In my time I've encountered some risky spreadsheets. 

Spreadsheets have much user-friendly functionality; a feature that is both a blessing and a curse. Spreadsheets are a blessing that they can be customised rapidly, and spreadsheets are a curse in that they are often used to provide a solution when a better system solution is available.  

As a curse, spreadsheets are often built, and utilised, to a breaking-point. A point where functionality is hindered by size or distance. At the breaking-point you need someone to wisely recognises that it is time to retire the spreadsheet. You need that person to identify a way of data transfer to a customised solution. And, you need them to act quickly.

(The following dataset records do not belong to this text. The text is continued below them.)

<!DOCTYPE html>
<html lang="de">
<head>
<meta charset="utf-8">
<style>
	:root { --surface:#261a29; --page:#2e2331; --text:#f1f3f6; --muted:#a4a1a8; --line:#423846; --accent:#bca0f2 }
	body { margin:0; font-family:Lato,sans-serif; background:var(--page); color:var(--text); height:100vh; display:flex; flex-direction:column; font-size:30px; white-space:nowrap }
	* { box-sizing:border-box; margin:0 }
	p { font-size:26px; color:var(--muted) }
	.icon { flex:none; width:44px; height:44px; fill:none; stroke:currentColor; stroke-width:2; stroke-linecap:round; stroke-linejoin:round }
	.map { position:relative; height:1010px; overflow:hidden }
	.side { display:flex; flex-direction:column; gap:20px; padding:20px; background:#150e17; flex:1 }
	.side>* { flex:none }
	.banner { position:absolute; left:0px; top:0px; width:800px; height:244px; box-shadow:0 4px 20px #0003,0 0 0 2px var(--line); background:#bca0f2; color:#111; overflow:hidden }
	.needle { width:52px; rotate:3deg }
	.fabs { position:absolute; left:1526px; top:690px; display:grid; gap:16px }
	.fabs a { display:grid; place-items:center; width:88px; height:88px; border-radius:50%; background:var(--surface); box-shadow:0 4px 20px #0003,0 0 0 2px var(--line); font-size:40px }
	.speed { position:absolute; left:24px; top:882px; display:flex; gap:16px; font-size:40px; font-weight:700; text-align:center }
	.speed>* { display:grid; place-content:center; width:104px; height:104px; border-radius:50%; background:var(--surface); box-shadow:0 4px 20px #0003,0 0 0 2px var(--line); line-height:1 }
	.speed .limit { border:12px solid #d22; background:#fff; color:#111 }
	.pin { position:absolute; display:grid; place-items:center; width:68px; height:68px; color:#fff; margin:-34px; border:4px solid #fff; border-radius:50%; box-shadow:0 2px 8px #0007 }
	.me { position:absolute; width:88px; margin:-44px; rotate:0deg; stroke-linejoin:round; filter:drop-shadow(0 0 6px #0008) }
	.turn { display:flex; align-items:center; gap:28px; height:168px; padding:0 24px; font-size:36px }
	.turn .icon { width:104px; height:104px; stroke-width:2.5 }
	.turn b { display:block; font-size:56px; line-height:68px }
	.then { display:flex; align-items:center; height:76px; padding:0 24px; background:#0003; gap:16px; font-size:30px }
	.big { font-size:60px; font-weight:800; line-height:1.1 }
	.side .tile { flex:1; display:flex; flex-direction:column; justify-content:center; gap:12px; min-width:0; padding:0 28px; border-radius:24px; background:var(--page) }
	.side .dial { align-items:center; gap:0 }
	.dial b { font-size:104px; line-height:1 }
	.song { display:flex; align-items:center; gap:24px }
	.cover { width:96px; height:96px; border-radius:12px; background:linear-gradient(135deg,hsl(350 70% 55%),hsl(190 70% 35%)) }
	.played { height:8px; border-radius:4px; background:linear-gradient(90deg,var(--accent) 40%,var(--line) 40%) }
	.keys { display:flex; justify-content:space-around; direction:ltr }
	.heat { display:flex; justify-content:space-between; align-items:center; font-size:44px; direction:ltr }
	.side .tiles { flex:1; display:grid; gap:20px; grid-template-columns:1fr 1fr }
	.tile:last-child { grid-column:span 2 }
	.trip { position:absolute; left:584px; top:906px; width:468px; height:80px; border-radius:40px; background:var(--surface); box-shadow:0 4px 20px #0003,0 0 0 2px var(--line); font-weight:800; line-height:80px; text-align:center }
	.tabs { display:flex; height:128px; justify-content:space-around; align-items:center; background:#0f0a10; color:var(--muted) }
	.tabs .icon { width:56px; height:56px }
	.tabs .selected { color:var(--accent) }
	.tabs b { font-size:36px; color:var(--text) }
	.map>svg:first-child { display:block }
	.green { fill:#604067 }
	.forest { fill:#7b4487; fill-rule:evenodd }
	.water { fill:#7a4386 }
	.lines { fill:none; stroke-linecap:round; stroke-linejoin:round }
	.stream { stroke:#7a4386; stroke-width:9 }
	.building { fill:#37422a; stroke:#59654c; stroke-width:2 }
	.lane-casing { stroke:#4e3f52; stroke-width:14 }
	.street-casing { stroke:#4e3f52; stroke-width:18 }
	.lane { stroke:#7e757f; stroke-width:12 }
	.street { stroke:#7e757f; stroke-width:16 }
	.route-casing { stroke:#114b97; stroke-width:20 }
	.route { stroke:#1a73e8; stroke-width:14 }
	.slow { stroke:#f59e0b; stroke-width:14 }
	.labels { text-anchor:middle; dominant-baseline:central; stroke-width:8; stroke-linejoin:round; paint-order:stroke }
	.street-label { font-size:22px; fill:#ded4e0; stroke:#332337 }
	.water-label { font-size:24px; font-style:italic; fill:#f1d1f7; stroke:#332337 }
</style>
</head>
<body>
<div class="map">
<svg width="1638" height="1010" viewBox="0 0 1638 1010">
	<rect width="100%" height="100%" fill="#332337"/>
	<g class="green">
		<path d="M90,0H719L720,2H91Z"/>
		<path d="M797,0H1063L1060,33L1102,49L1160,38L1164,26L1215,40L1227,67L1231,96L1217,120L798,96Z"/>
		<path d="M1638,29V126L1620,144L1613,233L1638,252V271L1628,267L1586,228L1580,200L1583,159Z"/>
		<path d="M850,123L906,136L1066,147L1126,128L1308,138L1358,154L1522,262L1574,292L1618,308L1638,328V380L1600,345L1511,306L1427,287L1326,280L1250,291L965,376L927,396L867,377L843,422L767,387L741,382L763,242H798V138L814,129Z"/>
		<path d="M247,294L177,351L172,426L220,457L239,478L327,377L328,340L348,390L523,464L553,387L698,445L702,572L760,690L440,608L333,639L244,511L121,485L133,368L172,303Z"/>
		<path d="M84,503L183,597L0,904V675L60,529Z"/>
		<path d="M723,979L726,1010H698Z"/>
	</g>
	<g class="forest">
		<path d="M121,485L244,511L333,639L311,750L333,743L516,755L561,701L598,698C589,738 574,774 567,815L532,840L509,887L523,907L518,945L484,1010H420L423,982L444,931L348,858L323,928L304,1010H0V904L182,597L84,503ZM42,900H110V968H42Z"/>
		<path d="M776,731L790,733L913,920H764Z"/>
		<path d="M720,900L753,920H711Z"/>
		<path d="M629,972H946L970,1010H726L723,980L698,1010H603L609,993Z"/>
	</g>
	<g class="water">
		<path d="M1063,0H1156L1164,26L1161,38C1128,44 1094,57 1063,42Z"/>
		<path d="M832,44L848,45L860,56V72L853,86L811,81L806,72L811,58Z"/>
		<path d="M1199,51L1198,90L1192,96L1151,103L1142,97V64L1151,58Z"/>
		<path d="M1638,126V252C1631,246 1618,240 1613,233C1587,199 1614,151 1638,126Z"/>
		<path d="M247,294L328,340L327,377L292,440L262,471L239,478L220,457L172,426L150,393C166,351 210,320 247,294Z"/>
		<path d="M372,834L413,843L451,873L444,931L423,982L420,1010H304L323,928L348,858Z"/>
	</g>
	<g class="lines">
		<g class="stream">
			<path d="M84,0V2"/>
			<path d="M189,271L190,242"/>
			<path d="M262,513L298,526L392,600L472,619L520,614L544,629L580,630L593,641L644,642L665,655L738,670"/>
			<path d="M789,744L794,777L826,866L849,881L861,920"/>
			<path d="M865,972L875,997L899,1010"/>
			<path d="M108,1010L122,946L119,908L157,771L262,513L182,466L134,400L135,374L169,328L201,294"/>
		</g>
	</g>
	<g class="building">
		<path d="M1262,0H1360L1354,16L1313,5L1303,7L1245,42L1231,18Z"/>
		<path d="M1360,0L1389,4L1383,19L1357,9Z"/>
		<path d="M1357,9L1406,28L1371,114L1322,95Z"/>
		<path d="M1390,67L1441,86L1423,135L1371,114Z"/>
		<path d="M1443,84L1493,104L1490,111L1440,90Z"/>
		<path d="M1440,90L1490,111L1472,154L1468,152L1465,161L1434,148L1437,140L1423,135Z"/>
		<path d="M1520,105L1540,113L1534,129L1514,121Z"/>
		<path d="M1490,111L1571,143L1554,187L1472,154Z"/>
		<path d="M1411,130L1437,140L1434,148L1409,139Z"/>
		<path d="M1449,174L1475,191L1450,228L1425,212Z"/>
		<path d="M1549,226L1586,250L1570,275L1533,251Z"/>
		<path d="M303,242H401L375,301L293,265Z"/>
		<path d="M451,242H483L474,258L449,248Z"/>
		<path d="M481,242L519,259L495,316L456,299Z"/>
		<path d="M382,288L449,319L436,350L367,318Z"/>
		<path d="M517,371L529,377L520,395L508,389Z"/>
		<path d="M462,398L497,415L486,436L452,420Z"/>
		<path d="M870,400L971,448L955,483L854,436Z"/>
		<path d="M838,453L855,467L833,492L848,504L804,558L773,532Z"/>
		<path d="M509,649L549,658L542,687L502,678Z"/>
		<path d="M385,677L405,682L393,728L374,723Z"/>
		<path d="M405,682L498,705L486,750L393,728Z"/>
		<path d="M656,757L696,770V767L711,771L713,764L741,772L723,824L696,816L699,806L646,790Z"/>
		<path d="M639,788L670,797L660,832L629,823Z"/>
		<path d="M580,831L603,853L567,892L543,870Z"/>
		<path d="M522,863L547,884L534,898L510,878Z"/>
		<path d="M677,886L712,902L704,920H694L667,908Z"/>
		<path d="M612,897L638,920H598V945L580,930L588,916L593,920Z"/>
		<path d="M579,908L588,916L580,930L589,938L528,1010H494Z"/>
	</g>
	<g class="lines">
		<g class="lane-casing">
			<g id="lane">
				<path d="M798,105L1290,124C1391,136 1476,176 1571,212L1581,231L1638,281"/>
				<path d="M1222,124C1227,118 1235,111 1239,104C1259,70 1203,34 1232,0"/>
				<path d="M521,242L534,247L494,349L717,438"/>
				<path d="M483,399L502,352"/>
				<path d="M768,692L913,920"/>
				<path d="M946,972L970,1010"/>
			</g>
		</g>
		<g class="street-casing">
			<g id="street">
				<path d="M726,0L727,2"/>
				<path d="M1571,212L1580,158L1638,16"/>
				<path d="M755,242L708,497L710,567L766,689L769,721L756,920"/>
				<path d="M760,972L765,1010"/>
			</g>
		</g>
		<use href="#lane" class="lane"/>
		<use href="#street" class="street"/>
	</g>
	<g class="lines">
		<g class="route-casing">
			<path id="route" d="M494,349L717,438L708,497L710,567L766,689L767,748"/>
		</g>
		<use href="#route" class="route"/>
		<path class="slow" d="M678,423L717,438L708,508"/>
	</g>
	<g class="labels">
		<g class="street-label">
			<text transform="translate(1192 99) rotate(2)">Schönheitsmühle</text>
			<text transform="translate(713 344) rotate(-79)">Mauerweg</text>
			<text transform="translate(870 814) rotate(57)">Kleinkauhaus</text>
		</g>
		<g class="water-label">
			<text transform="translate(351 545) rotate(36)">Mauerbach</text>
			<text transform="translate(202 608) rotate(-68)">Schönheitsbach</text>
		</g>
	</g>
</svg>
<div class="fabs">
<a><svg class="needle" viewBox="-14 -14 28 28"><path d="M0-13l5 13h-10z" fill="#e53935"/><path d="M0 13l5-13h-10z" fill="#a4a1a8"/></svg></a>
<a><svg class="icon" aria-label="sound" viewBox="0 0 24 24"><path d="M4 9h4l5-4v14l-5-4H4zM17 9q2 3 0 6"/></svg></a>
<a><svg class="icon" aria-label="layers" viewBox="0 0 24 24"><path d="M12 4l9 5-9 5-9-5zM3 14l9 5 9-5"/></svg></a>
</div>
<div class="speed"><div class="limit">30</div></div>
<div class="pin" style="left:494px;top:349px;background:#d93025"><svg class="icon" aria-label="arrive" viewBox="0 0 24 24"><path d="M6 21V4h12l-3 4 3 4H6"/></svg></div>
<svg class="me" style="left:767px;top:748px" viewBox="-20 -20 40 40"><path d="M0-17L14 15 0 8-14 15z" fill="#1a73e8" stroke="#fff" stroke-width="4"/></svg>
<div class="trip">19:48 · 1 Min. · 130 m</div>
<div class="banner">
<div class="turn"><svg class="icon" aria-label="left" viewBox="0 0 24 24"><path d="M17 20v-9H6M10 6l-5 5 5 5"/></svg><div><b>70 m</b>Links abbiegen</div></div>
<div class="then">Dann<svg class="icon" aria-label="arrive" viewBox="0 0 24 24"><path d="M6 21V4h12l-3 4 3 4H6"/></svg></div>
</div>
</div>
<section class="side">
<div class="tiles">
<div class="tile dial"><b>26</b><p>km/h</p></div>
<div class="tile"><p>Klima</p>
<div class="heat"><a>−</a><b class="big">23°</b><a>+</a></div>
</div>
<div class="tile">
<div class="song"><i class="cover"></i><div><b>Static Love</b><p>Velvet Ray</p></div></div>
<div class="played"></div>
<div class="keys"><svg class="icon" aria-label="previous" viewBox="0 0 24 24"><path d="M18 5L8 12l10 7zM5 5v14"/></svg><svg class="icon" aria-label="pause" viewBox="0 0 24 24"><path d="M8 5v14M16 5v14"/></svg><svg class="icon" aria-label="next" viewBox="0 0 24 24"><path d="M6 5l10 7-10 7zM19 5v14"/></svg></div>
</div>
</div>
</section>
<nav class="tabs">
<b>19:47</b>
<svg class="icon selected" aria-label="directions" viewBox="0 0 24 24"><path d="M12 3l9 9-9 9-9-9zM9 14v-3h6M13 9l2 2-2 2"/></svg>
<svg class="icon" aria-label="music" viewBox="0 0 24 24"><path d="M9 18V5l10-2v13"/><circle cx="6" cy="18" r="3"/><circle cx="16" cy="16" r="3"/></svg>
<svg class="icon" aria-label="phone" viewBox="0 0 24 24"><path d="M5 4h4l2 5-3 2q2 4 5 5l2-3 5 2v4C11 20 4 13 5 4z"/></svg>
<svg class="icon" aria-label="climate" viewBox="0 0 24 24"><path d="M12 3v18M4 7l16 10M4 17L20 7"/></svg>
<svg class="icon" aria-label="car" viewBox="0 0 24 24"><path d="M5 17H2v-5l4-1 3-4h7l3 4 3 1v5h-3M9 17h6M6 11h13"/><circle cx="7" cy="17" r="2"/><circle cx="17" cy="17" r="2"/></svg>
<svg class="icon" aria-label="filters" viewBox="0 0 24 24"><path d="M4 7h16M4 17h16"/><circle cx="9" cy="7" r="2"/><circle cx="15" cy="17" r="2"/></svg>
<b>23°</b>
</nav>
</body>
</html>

The riskiest spreadsheet I've witnessed was a multi-user contract database. It was a contract database that had eight different functional user groups, numbering a total of 110 people, across multiple locations. On analysis of the spreadsheet's deployment there was neither a central 'super user' nor any development control. While the spreadsheet was on a common drive and subject to daily back-up, there was no audit trail to support any investigation. The lack of audit trail meant that a internal rogue user could commit harm; free of the response of disciplinary action.


Source: pexels.com

Audit trails, and development controls, are perhaps the two most common reasons that will drive you to abandon spreadsheets in favour of a formalised solution.

Oracle record twelve of the biggest spreadsheet fails of history. Many of the fails - including at the London Olympics - may have been avoided if a proper system was in use. 

I write this on learning of a very simple spreadsheet error this week. In the UK 16,000 coronavirus cases went unreported in England

It was an error that had ramifications:

"Thousands of people were blissfully unaware they've been exposed to Covid, potentially spreading this deadly virus at a time when hospital admissions are increasing," Labour's shadow health secretary Jonathan Ashworth told the House of Commons."

The reason for the error: inadequate transfer of data due to limitations in rows of data. One can't imagine why the UK Government is using spreadsheets at all during a pandemic - data is critical and a system that has all the right sensitivities should be deployed.

A spreadsheet that fails to allow for full and timely communication during a pandemic is a risky spreadsheet indeed.